Background information
- Born: August 23, 1961 (age 64) Montclair, New Jersey, U.S.
- Genres: Alternative rock, hard rock, grunge, psychedelic rock
- Occupation: Guitarist
- Years active: 1977–present
- Labels: Atlantic, Machine Shop
- Website: stonetemplepilots.com

= Dean DeLeo =

American guitarist (born 1961)

Dean DeLeo (born August 23, 1961) is an American guitarist known for his work with rock band Stone Temple Pilots. DeLeo is also known for his role in the short-lived bands Talk Show and Army of Anyone.
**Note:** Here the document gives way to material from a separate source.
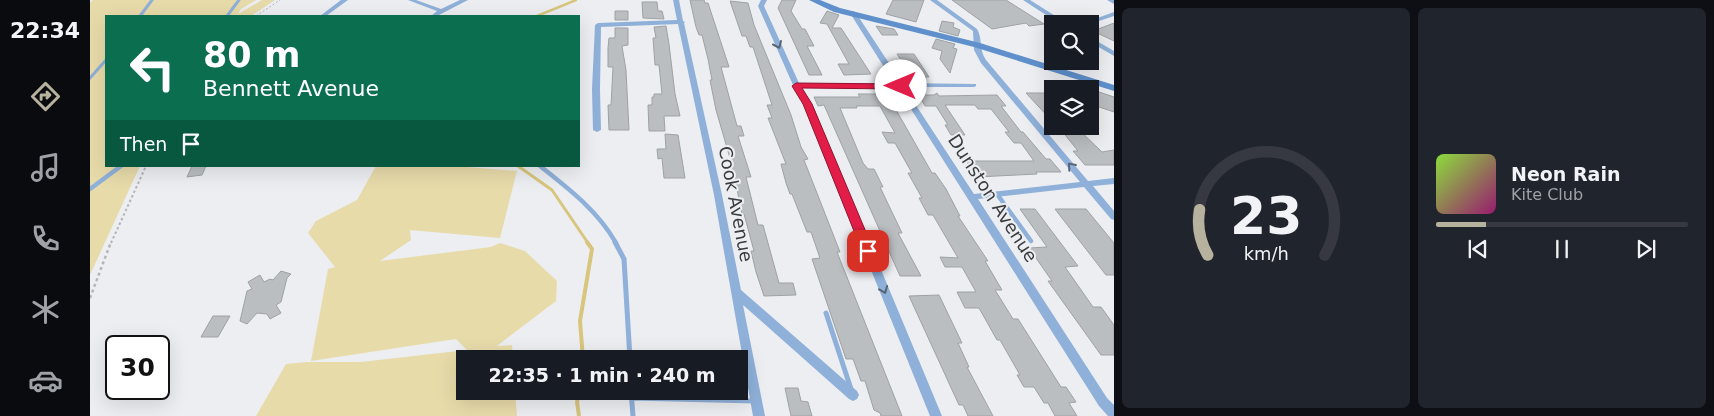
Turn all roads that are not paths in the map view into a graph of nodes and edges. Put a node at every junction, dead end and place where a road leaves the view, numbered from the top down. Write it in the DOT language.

He is the older brother of Robert DeLeo, who plays bass for Stone Temple Pilots.

== Early life ==
DeLeo and his younger brother Robert were both born in Montclair, New Jersey, and raised in the Jersey Shore community of Point Pleasant Beach. He is of Italian, Irish and Swedish ancestry.

== Career ==
=== Stone Temple Pilots (1985–2003, 2008–present) ===
Dean's younger brother Robert met future vocalist Scott Weiland after the latter witnessed him perform at various gigs. Robert soon after introduced Dean to Scott and an idea of forming a band was brought up. Dean was a guitarist and Robert managed to convince him to join. They eventually joined up with drummer Eric Kretz, and the band was formed. They took the name Mighty Joe Young, inspired by the movie of the same name. They played gigs in many bars around San Diego and the Hollywood area, and eventually landed a record deal with Atlantic Records in 1992. However, they were forced to change their name, as the name "Mighty Joe Young" had already been taken by a blues musician. Weiland decided on the name "Stone Temple Pilots"; although he stated that it has no real meaning, he just liked the initials "STP".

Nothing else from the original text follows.